Problem to work on: Identify every line in the records below that contains the word "Place", and copy each of those lines.
++++ Material for this exercise
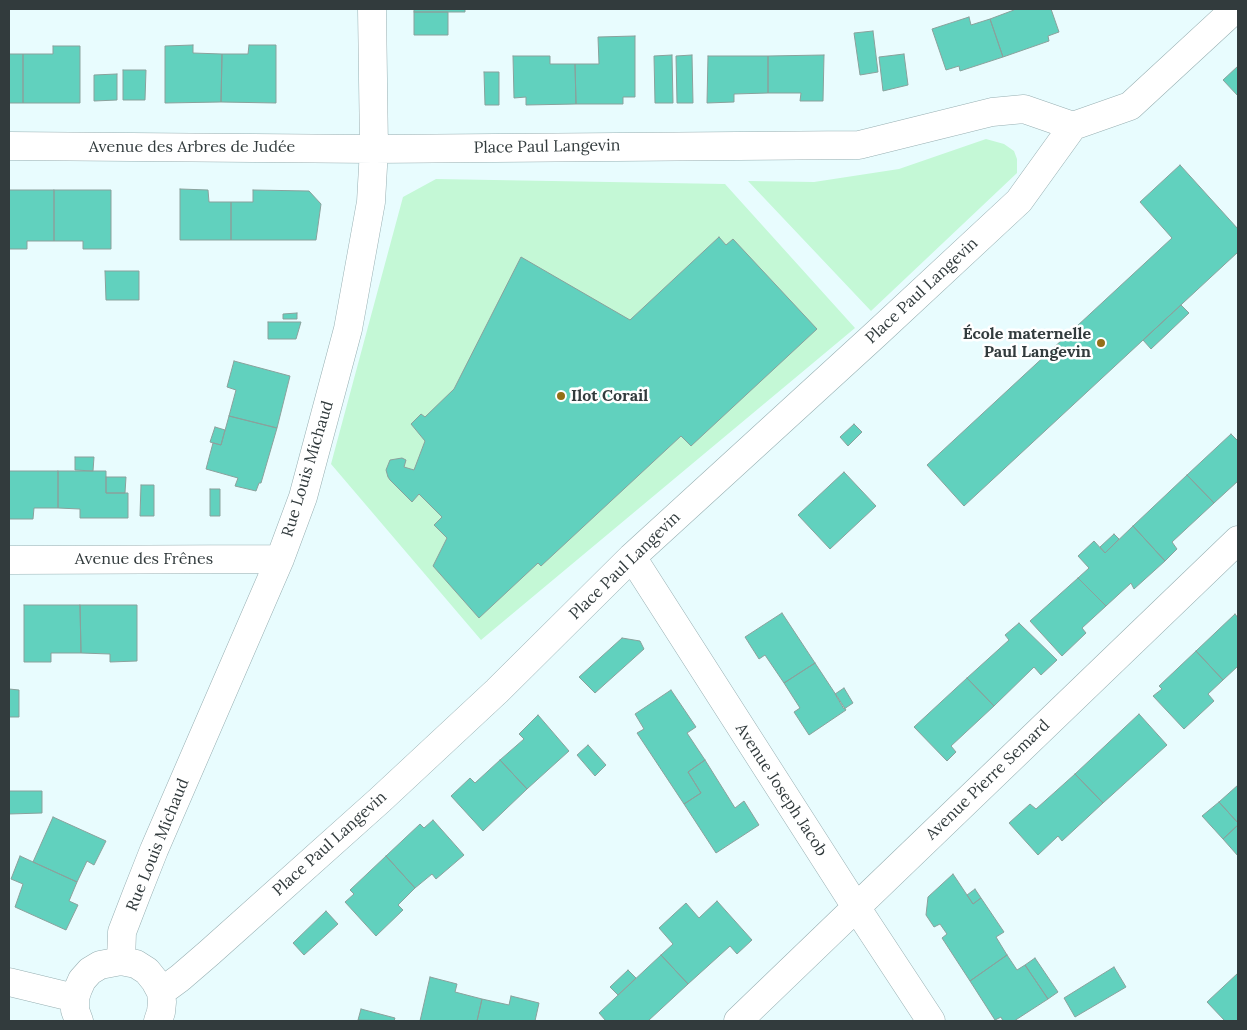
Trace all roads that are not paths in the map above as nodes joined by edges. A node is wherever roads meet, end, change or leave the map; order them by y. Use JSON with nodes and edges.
{"nodes":[{"id":1,"x":372,"y":9,"type":"edge"},
{"id":2,"x":1235,"y":9,"type":"edge"},
{"id":3,"x":1073,"y":126,"type":"junction"},
{"id":4,"x":9,"y":146,"type":"edge"},
{"id":5,"x":374,"y":148,"type":"junction"},
{"id":6,"x":1238,"y":540,"type":"edge"},
{"id":7,"x":632,"y":557,"type":"junction"},
{"id":8,"x":280,"y":559,"type":"junction"},
{"id":9,"x":9,"y":560,"type":"edge"},
{"id":10,"x":856,"y":907,"type":"junction"},
{"id":11,"x":121,"y":961,"type":"junction"},
{"id":12,"x":9,"y":982,"type":"edge"},
{"id":13,"x":161,"y":992,"type":"junction"},
{"id":14,"x":77,"y":1010,"type":"edge"},
{"id":15,"x":158,"y":1021,"type":"edge"},
{"id":16,"x":738,"y":1021,"type":"edge"},
{"id":17,"x":931,"y":1021,"type":"edge"}],
"edges":[{"from":1,"to":5,"type":"street","name":"Rue Louis Michaud"},
{"from":2,"to":3,"type":"street"},
{"from":3,"to":5,"type":"street","name":"Place Paul Langevin"},
{"from":3,"to":7,"type":"street","name":"Place Paul Langevin"},
{"from":4,"to":5,"type":"street","name":"Avenue des Arbres de Judée"},
{"from":5,"to":8,"type":"street","name":"Rue Louis Michaud"},
{"from":6,"to":10,"type":"street","name":"Avenue Pierre Semard"},
{"from":7,"to":10,"type":"street","name":"Avenue Joseph Jacob"},
{"from":7,"to":13,"type":"street","name":"Place Paul Langevin"},
{"from":8,"to":9,"type":"street","name":"Avenue des Frênes"},
{"from":8,"to":11,"type":"street","name":"Rue Louis Michaud"},
{"from":10,"to":16,"type":"street","name":"Avenue Pierre Semard"},
{"from":10,"to":17,"type":"street","name":"Avenue Joseph Jacob"},
{"from":11,"to":13,"type":"street"},
{"from":11,"to":14,"type":"street"},
{"from":12,"to":14,"type":"street"},
{"from":13,"to":15,"type":"street"}]}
++++++++
Written reply:
{"from":3,"to":5,"type":"street","name":"Place Paul Langevin"},
{"from":3,"to":7,"type":"street","name":"Place Paul Langevin"},
{"from":7,"to":13,"type":"street","name":"Place Paul Langevin"},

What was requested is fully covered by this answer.